* **ASSIGNED TASK**: Read the lines below, and copy any that contain the string "hand".

Items from a dataset
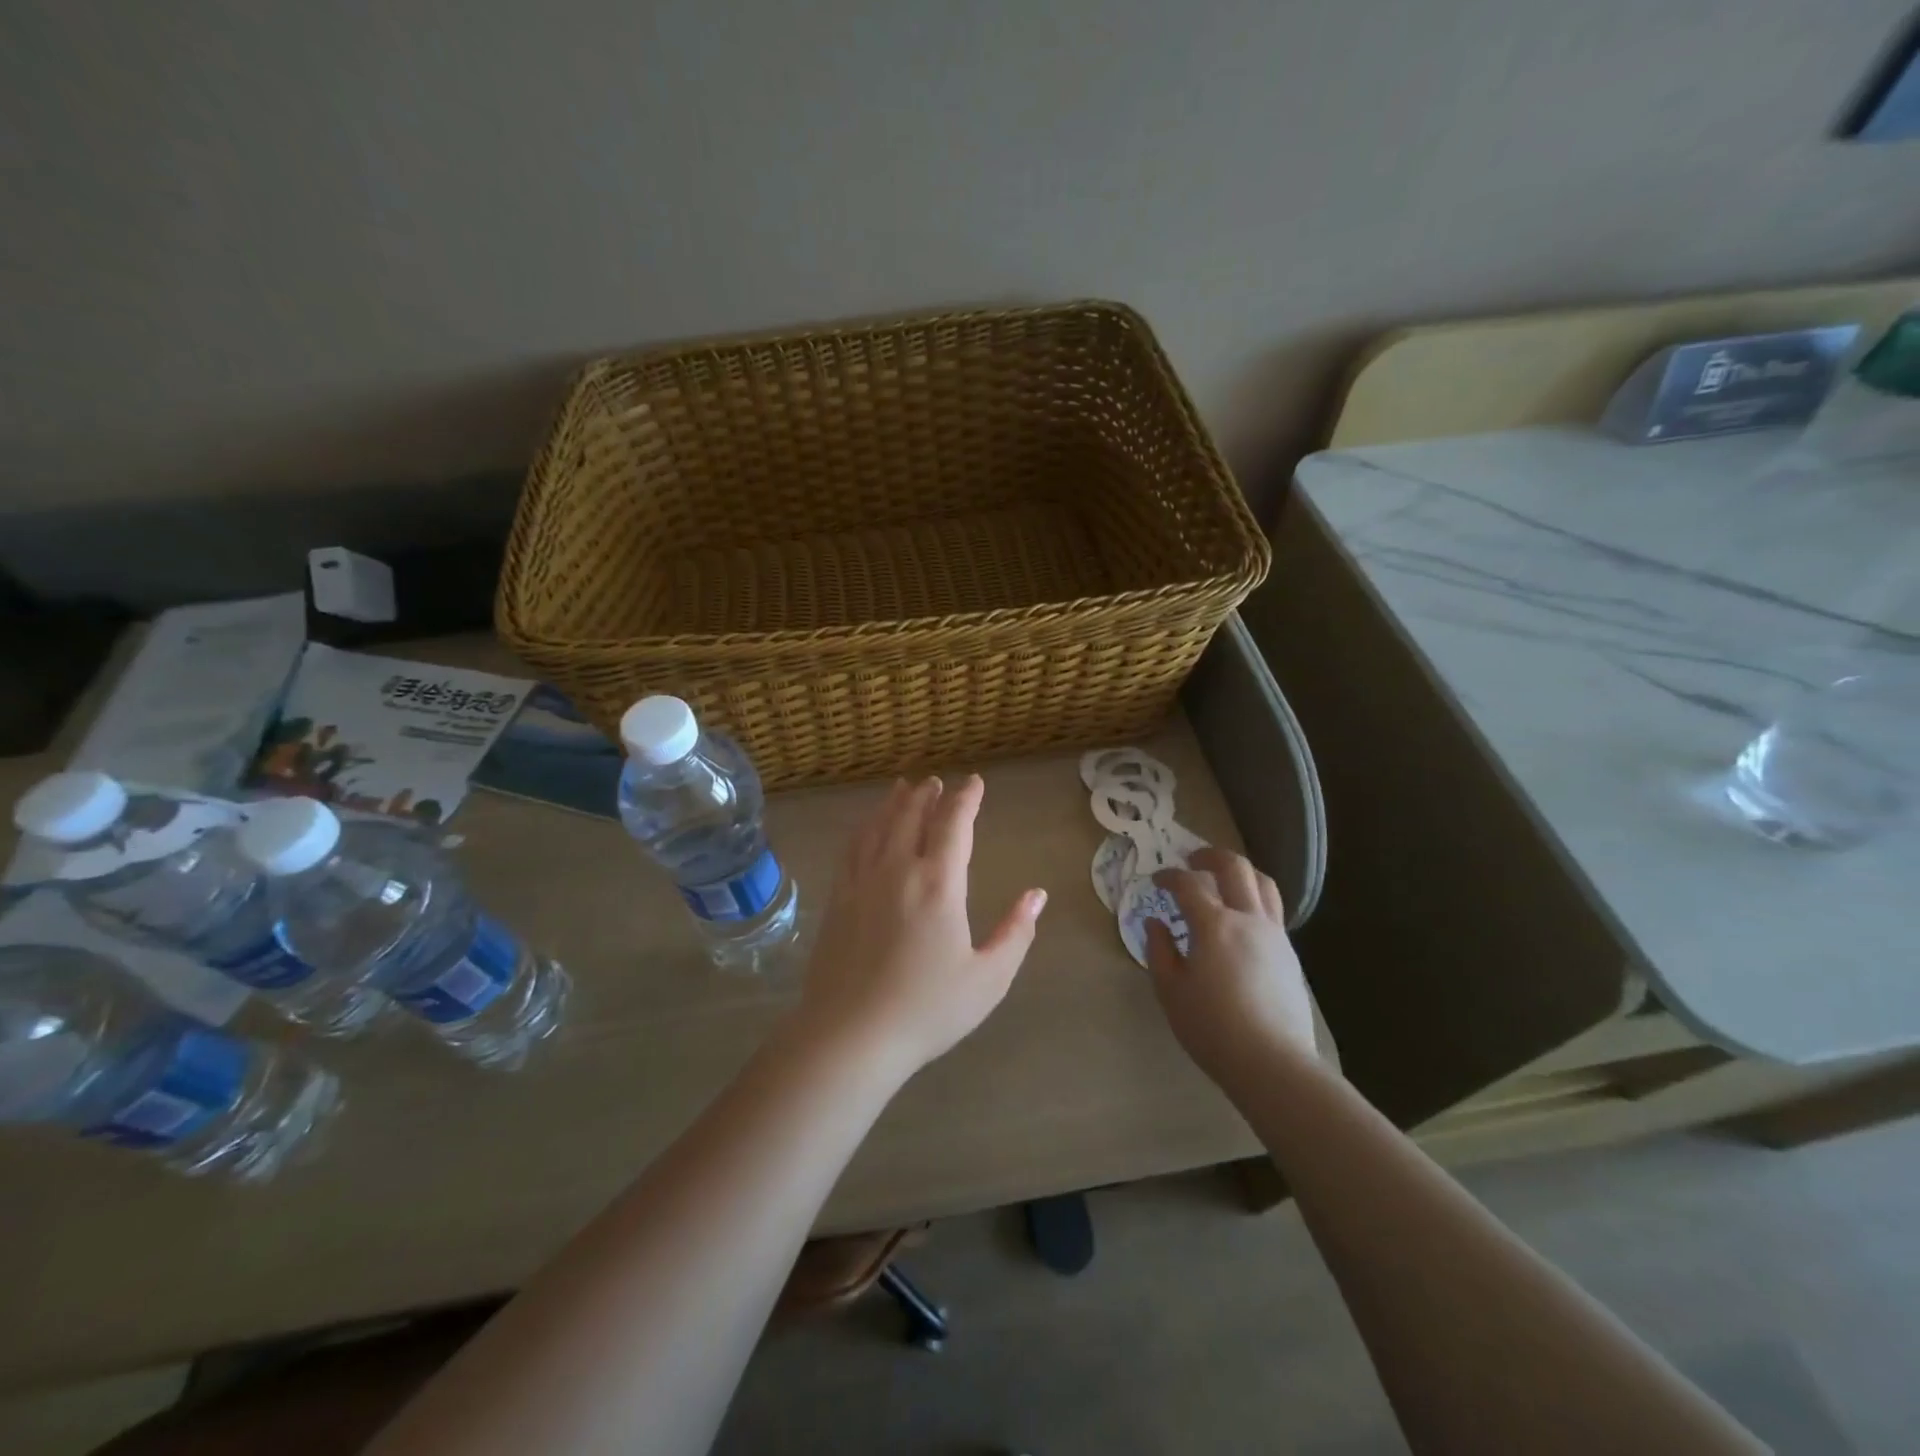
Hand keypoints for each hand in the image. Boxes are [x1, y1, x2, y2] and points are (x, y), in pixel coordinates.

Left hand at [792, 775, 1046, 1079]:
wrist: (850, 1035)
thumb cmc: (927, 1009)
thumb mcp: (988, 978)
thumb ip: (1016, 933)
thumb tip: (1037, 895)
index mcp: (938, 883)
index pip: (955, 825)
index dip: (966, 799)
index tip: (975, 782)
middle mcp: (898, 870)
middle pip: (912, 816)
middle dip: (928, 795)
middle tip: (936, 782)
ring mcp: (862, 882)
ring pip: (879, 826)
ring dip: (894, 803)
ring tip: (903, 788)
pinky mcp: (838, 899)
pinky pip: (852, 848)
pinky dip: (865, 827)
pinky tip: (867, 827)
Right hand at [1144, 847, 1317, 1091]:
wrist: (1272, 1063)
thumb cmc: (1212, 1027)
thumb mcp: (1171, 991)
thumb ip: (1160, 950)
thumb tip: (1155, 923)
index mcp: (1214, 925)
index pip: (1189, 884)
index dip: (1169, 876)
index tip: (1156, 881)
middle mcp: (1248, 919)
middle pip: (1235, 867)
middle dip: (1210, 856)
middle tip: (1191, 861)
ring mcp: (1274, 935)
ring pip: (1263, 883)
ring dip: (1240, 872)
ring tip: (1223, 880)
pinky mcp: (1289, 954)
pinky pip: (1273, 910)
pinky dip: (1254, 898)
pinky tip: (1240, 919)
---
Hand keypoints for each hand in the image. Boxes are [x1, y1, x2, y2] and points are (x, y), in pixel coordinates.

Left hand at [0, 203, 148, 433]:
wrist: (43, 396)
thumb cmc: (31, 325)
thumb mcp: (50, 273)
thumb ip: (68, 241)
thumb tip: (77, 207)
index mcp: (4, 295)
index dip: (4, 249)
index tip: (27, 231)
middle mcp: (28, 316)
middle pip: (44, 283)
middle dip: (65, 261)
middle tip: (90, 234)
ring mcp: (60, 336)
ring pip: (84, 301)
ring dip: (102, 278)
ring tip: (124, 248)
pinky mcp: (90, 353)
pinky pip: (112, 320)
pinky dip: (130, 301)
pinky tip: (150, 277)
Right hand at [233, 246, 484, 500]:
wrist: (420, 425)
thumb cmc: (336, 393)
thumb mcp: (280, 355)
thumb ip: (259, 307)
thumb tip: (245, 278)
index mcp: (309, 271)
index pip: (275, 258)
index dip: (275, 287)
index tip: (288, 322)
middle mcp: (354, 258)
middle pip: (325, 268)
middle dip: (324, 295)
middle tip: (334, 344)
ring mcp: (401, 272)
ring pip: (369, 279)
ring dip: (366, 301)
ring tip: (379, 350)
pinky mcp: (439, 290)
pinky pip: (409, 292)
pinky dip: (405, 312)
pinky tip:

* **ANSWER SECTION**:
Hand keypoints for each hand in the image. Boxes are [x1, y1, x2, y2] and points are (x, y), in pixel coordinates.
Left hand at [792, 775, 1046, 1079]:
Right hand at [1144, 847, 1317, 1091]:
Hand keypoints for each hand in the image. Boxes are [x1, y1, x2, y2] and points are (x, y), in pixel coordinates.
Left hand at [0, 203, 148, 433]:
Right hand at [233, 246, 484, 500]:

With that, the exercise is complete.